BEGIN DATASET

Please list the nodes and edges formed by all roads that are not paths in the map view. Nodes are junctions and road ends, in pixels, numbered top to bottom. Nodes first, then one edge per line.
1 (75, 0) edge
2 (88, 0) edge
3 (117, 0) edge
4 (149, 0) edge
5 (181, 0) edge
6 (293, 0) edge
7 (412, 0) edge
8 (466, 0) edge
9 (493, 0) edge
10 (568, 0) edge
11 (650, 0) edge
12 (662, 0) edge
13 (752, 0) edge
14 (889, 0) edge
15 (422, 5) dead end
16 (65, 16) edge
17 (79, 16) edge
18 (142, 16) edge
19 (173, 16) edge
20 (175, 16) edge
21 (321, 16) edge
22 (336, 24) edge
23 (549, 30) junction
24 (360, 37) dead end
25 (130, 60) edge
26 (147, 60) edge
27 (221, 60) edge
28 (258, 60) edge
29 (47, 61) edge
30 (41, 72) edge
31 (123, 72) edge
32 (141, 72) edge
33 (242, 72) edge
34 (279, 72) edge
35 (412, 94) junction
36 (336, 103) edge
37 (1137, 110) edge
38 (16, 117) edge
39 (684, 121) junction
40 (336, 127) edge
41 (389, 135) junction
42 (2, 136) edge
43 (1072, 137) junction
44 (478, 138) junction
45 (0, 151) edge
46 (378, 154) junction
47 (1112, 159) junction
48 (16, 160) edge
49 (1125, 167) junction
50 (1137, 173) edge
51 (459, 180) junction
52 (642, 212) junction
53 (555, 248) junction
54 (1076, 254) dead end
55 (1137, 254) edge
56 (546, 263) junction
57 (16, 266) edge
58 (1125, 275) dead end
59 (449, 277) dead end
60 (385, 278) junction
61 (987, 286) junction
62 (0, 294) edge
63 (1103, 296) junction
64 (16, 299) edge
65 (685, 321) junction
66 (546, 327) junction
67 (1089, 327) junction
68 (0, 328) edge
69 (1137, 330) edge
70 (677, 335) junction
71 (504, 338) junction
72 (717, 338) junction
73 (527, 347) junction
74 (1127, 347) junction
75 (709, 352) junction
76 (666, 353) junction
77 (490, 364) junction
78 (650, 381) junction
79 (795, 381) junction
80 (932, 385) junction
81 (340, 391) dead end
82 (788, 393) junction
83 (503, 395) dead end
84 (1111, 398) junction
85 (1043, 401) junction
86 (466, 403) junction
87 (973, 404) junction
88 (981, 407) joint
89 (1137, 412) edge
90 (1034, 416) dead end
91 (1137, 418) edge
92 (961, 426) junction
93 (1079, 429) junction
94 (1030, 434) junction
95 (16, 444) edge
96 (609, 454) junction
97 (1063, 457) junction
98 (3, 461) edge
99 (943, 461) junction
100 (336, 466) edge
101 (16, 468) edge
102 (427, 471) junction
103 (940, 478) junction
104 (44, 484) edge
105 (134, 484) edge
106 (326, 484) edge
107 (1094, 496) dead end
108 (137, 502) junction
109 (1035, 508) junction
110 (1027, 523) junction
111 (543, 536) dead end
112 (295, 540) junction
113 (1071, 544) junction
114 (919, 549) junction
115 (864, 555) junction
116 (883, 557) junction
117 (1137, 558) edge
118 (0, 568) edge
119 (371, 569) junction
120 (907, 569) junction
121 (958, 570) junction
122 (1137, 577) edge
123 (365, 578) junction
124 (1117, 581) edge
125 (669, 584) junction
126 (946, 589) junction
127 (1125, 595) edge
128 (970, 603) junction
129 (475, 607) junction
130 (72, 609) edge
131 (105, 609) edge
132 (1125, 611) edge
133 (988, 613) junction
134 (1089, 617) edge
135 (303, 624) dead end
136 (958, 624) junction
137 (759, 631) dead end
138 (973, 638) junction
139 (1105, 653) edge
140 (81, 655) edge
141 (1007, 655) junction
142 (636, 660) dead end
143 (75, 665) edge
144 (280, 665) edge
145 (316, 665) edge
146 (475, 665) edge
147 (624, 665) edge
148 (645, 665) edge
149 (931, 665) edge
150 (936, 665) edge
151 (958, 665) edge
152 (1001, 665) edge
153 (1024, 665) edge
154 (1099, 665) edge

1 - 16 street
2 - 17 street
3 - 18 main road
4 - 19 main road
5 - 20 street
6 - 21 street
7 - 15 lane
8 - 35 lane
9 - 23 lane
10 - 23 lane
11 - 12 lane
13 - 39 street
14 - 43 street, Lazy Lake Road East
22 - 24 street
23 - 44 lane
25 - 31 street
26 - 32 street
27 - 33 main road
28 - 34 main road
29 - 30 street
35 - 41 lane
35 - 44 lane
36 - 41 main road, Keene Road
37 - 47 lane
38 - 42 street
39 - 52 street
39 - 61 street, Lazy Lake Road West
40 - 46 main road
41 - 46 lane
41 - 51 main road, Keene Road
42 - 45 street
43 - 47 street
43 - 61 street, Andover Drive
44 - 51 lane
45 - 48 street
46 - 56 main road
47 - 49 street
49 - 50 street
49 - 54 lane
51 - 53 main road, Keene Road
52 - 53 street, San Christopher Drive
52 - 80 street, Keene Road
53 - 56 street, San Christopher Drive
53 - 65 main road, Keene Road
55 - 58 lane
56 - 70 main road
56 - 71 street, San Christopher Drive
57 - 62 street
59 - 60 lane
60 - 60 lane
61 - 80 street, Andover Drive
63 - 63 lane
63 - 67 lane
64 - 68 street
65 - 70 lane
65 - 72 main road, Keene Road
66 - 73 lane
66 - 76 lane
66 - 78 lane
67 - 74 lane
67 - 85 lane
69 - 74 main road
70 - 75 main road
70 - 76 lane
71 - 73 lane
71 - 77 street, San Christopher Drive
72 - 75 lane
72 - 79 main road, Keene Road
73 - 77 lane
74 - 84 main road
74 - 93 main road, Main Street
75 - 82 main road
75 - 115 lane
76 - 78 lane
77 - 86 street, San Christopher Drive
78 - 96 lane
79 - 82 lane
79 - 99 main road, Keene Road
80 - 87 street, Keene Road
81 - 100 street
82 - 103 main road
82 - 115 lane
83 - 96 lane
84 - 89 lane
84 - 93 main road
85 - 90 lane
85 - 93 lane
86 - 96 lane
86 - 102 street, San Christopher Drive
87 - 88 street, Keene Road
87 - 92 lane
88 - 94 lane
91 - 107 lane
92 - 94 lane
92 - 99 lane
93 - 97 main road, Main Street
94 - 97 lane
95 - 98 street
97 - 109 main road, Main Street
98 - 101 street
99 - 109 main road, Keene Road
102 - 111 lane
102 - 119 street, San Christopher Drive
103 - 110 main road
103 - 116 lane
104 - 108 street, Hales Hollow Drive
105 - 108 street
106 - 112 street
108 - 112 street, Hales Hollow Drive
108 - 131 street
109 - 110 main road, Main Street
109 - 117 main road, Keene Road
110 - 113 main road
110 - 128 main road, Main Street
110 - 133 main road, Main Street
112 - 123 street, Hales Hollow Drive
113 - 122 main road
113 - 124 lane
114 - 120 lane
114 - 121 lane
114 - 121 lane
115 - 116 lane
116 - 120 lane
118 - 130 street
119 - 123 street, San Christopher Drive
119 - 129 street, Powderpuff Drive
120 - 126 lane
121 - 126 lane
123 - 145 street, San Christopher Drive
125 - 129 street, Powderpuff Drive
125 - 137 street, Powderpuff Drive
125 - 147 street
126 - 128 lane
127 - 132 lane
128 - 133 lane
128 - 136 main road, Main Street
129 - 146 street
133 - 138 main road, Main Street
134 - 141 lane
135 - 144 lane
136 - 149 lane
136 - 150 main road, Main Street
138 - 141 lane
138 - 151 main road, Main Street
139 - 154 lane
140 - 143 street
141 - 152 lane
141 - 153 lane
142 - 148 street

END DATASET

● **WORK REQUIRED**
Wherever the word "Lazy" turns up in a line of the entries above, copy that line.

● **TASK OUTPUT**
14 - 43 street, Lazy Lake Road East
39 - 61 street, Lazy Lake Road West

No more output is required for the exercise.